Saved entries
★ ★ ★
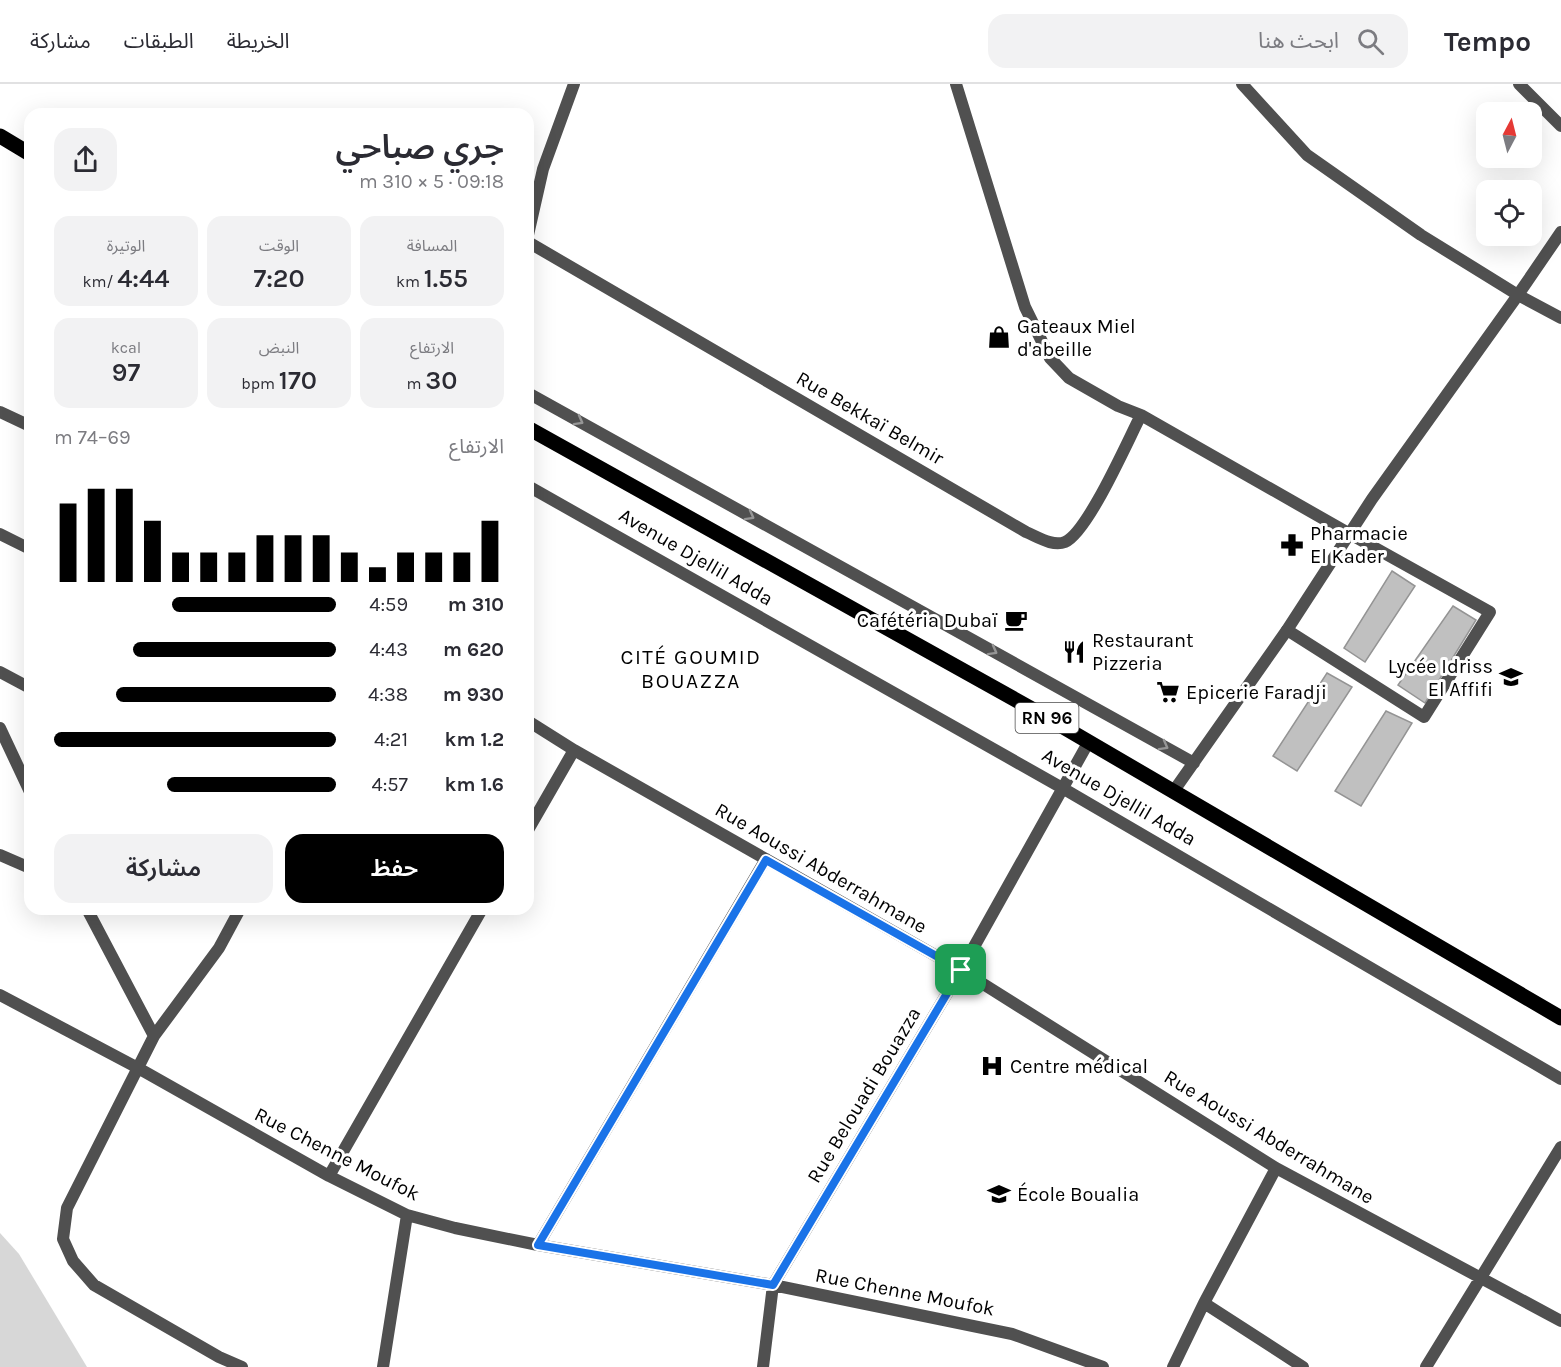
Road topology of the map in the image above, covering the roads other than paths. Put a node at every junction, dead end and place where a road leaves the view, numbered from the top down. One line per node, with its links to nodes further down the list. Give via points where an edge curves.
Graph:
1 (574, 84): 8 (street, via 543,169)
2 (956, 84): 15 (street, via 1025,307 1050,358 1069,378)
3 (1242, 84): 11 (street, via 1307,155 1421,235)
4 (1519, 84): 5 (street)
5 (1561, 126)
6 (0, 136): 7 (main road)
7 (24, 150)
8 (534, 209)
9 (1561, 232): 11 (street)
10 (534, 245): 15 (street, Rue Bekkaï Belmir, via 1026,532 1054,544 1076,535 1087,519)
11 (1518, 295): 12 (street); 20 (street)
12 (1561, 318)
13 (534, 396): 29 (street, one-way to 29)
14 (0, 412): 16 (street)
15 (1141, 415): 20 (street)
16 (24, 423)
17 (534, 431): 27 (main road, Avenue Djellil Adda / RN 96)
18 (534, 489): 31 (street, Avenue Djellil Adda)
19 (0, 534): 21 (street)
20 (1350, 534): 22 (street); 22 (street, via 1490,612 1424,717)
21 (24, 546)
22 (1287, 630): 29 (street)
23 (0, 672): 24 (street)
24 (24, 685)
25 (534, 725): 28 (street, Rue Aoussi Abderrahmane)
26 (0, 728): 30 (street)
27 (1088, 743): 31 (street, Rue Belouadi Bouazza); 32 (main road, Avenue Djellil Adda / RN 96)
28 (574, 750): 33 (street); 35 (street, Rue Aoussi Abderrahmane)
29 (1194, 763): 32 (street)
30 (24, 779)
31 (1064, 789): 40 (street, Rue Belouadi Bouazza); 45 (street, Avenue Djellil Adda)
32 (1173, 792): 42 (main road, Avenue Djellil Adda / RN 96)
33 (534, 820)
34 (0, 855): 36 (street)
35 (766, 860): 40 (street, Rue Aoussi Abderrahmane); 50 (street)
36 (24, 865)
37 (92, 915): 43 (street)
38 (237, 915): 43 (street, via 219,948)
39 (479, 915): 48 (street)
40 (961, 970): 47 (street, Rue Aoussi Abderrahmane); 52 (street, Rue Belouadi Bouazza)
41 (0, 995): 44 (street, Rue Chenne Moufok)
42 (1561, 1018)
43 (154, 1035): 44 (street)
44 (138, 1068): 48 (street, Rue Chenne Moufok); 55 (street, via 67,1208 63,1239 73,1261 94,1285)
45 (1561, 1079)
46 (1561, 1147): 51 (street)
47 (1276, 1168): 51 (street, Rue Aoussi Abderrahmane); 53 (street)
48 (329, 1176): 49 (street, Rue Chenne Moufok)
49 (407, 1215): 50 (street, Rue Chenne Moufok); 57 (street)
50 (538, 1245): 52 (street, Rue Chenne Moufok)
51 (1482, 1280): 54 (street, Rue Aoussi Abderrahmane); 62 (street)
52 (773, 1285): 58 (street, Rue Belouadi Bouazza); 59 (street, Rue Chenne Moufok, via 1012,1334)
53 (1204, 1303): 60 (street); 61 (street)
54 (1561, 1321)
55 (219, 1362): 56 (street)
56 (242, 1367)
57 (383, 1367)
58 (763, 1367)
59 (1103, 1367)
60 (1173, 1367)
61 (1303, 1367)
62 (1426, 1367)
★ ★ ★
* [TASK ITEM]
Retype every record above word for word, leaving out any pictures.

* [EXERCISE RESULT]
Road topology of the map in the image above, covering the roads other than paths. Put a node at every junction, dead end and place where a road leaves the view, numbered from the top down. One line per node, with its links to nodes further down the list. Give via points where an edge curves.
Graph:
1 (574, 84): 8 (street, via 543,169)
2 (956, 84): 15 (street, via 1025,307 1050,358 1069,378)
3 (1242, 84): 11 (street, via 1307,155 1421,235)
4 (1519, 84): 5 (street)
5 (1561, 126)
6 (0, 136): 7 (main road)
7 (24, 150)
8 (534, 209)
9 (1561, 232): 11 (street)
10 (534, 245): 15 (street, Rue Bekkaï Belmir, via 1026,532 1054,544 1076,535 1087,519)
11 (1518, 295): 12 (street); 20 (street)
12 (1561, 318)
13 (534, 396): 29 (street, one-way to 29)
14 (0, 412): 16 (street)
15 (1141, 415): 20 (street)
16 (24, 423)
17 (534, 431): 27 (main road, Avenue Djellil Adda / RN 96)
18 (534, 489): 31 (street, Avenue Djellil Adda)
19 (0, 534): 21 (street)
20 (1350, 534): 22 (street); 22 (street, via 1490,612 1424,717)
21 (24, 546)
22 (1287, 630): 29 (street)
23 (0, 672): 24 (street)
24 (24, 685)
25 (534, 725): 28 (street, Rue Aoussi Abderrahmane)
26 (0, 728): 30 (street)
27 (1088, 743): 31 (street, Rue Belouadi Bouazza); 32 (main road, Avenue Djellil Adda / RN 96)
28 (574, 750): 33 (street); 35 (street, Rue Aoussi Abderrahmane)
29 (1194, 763): 32 (street)
30 (24, 779)
31 (1064, 789): 40 (street, Rue Belouadi Bouazza); 45 (street, Avenue Djellil Adda)
32 (1173, 792): 42 (main road, Avenue Djellil Adda / RN 96)
33 (534, 820)
34 (0, 855): 36 (street)
35 (766, 860): 40 (street, Rue Aoussi Abderrahmane); 50 (street)
36 (24, 865)
37 (92, 915): 43 (street)
38 (237, 915): 43 (street, via 219,948)
39 (479, 915): 48 (street)
40 (961, 970): 47 (street, Rue Aoussi Abderrahmane); 52 (street, Rue Belouadi Bouazza)
41 (0, 995): 44 (street, Rue Chenne Moufok)
42 (1561, 1018)
43 (154, 1035): 44 (street)
44 (138, 1068): 48 (street, Rue Chenne Moufok); 55 (street, via 67,1208 63,1239 73,1261 94,1285)
45 (1561, 1079)
46 (1561, 1147): 51 (street)
47 (1276, 1168): 51 (street, Rue Aoussi Abderrahmane); 53 (street)
48 (329, 1176): 49 (street, Rue Chenne Moufok)
49 (407, 1215): 50 (street, Rue Chenne Moufok); 57 (street)
50 (538, 1245): 52 (street, Rue Chenne Moufok)
51 (1482, 1280): 54 (street, Rue Aoussi Abderrahmane); 62 (street)
52 (773, 1285): 58 (street, Rue Belouadi Bouazza); 59 (street, Rue Chenne Moufok, via 1012,1334)
53 (1204, 1303): 60 (street); 61 (street)
54 (1561, 1321)
55 (219, 1362): 56 (street)
56 (242, 1367)
57 (383, 1367)
58 (763, 1367)
59 (1103, 1367)
60 (1173, 1367)
61 (1303, 1367)
62 (1426, 1367)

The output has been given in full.